- **Exercise description**
Which lines of the data below hold "bridge"? Copy each of them.

Dataset excerpts:

==================================================

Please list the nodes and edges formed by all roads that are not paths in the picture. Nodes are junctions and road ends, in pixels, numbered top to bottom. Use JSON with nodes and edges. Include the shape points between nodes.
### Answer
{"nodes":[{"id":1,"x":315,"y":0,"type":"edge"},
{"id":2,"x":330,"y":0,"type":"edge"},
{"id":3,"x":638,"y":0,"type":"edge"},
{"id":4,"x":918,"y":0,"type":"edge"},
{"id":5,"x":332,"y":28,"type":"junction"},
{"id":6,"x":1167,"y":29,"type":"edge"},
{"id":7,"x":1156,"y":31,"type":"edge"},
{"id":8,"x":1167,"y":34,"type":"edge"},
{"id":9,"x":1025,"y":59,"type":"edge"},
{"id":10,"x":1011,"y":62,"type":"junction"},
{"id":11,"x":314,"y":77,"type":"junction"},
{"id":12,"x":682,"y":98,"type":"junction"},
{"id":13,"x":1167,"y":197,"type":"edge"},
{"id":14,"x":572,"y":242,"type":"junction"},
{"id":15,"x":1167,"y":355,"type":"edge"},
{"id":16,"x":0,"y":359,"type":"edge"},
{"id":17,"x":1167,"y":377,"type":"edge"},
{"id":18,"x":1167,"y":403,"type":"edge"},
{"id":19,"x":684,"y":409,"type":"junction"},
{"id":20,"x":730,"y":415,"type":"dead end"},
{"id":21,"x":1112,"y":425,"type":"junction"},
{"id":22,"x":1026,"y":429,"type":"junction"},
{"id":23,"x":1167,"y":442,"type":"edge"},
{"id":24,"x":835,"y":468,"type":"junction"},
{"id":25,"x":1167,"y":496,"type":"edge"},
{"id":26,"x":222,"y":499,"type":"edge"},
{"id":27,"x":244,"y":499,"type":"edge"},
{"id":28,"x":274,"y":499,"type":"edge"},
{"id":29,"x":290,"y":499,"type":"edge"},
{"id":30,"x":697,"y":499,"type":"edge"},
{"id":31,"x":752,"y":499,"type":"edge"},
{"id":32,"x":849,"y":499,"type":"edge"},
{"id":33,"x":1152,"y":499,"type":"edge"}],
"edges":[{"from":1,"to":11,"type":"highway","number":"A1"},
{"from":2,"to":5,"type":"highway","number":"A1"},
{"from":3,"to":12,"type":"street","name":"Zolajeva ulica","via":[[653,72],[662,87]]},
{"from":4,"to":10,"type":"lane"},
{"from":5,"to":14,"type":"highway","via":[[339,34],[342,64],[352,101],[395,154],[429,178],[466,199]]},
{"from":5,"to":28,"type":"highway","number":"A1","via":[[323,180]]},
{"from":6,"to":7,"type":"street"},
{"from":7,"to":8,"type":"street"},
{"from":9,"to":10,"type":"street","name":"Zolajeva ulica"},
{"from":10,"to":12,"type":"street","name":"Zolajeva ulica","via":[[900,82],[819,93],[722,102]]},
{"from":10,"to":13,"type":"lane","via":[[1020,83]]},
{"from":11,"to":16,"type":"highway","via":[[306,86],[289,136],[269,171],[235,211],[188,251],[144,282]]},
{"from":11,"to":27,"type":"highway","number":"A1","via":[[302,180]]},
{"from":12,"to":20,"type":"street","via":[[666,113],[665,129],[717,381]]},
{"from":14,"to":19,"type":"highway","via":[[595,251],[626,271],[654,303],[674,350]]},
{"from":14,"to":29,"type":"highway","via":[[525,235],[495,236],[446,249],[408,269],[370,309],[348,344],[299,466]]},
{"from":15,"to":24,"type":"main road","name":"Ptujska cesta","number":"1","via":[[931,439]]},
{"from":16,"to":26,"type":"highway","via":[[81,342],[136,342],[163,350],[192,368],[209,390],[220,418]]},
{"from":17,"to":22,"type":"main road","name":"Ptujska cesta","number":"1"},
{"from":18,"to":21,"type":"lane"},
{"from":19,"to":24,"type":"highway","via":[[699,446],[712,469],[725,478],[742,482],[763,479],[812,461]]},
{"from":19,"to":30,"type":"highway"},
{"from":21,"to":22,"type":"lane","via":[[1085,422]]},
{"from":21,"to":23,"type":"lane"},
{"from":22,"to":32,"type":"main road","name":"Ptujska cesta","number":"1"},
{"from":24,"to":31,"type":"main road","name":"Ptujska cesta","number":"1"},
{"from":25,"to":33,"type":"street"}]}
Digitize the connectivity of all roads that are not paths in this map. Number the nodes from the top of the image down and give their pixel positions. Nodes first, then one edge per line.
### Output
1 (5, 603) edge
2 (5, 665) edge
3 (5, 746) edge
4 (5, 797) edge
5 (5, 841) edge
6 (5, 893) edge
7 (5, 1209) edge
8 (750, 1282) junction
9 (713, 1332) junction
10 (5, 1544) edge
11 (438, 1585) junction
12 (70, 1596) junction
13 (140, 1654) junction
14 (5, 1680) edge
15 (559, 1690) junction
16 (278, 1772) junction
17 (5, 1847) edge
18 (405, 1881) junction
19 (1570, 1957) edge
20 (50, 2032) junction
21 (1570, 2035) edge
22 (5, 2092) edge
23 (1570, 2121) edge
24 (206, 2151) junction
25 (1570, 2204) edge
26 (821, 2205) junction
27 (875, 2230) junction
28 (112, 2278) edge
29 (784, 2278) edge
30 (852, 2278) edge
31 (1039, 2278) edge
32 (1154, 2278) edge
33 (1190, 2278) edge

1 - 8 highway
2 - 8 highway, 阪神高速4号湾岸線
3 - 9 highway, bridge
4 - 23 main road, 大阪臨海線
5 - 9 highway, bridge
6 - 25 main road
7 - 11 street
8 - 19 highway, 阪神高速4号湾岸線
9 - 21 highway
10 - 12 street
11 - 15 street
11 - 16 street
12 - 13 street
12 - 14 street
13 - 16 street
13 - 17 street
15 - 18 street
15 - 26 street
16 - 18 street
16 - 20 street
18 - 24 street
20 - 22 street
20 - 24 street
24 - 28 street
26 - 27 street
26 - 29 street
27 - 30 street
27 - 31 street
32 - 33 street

==================================================

- **Result of this exercise**
3 - 9 highway, bridge
5 - 9 highway, bridge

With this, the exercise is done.